Your instructions
Which lines in the data contain the word "roads"? Please copy each of them.

Material for this task
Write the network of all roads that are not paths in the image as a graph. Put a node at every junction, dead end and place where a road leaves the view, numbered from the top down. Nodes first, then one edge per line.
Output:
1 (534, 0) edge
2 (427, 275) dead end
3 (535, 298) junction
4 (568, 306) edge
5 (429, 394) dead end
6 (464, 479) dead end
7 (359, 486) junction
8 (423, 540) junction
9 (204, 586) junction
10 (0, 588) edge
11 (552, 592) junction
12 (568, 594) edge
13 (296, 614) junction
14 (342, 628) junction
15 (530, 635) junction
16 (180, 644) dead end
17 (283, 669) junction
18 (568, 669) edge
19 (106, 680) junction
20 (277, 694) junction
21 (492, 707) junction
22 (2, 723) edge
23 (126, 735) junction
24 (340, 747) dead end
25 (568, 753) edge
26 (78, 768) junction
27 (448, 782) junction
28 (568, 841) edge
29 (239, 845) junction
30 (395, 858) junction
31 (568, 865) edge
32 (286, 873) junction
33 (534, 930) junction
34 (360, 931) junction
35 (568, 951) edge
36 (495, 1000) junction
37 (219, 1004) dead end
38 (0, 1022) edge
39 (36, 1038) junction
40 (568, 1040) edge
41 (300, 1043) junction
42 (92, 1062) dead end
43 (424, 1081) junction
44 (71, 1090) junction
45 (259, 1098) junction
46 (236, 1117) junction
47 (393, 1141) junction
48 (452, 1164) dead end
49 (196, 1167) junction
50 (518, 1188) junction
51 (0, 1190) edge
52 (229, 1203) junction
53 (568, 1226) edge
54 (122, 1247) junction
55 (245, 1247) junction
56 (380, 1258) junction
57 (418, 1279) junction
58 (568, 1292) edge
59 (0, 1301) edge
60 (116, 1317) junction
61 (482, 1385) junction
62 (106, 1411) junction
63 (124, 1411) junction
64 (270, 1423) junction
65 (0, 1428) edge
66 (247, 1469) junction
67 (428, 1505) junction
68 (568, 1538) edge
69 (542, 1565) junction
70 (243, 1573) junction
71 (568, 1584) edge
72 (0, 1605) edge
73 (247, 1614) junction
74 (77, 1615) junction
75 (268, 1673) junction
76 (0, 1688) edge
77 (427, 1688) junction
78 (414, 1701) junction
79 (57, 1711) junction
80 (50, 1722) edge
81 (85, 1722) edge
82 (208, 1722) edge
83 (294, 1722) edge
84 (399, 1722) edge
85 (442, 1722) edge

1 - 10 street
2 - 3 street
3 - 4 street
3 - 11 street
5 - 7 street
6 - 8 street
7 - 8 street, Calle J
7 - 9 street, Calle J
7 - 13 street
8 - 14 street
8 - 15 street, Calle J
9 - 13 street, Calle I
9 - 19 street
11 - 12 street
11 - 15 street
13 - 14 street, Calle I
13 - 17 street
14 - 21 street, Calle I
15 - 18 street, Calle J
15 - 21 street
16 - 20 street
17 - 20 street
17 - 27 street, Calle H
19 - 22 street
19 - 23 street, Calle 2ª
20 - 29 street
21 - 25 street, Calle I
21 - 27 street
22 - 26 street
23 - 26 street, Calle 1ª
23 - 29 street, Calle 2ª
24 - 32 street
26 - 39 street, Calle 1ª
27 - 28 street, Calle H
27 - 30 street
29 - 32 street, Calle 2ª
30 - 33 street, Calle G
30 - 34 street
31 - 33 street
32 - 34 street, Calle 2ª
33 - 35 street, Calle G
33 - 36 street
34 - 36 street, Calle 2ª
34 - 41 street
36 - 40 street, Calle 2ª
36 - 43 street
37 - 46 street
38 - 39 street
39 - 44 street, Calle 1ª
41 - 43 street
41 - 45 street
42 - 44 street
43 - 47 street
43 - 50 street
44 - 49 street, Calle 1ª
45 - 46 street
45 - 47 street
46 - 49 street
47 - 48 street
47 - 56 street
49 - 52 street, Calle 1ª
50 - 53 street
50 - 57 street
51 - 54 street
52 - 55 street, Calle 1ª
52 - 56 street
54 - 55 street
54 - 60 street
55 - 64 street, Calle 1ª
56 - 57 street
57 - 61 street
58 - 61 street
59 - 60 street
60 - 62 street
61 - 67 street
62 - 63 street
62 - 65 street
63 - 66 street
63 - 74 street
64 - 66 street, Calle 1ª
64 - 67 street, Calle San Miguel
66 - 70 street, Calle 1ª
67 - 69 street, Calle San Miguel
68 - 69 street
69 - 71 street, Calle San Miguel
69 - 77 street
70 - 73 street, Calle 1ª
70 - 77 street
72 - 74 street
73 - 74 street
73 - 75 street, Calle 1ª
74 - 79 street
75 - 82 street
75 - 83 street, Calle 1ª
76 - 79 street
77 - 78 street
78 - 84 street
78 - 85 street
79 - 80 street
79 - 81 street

---

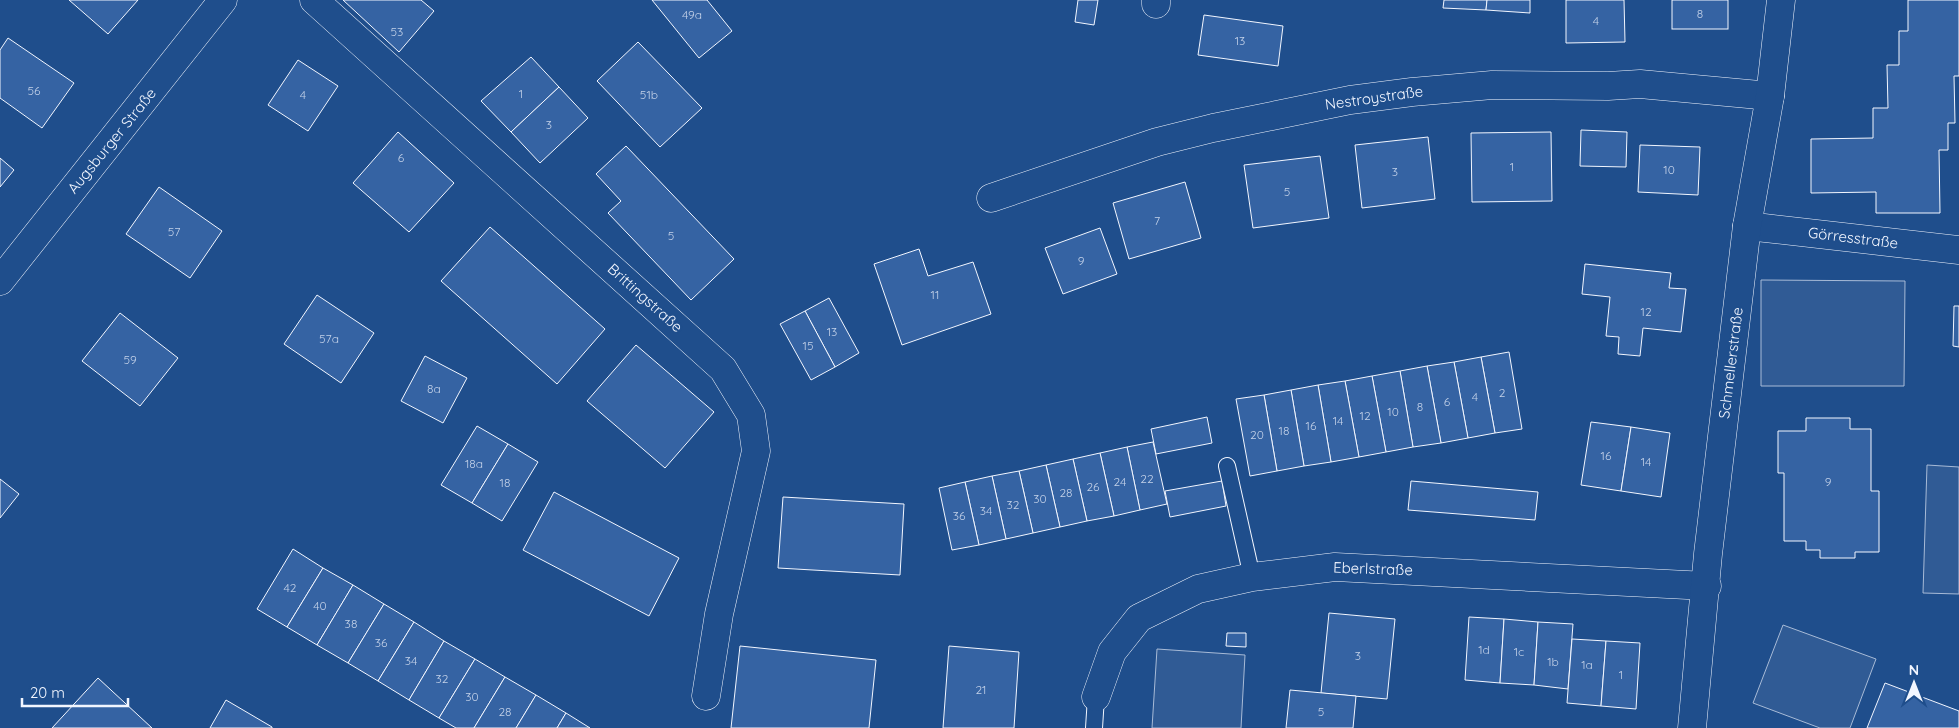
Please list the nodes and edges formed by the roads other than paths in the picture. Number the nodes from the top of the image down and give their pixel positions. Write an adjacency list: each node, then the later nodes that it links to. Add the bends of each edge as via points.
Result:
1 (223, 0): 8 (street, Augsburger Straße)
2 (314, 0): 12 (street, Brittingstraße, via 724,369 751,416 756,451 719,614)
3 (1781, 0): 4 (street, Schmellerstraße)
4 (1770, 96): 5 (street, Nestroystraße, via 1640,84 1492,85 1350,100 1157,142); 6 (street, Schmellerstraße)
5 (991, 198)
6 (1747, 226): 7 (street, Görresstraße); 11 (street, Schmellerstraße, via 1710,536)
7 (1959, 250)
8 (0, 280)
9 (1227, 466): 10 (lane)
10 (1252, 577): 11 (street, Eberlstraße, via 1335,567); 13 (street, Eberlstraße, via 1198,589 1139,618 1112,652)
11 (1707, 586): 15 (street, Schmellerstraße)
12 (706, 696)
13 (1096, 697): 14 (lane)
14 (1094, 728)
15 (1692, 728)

Written solution
Write the network of all roads that are not paths in the image as a graph. Put a node at every junction, dead end and place where a road leaves the view, numbered from the top down. Nodes first, then one edge per line.
Please list the nodes and edges formed by the roads other than paths in the picture. Number the nodes from the top of the image down and give their pixel positions. Write an adjacency list: each node, then the later nodes that it links to. Add the bends of each edge as via points.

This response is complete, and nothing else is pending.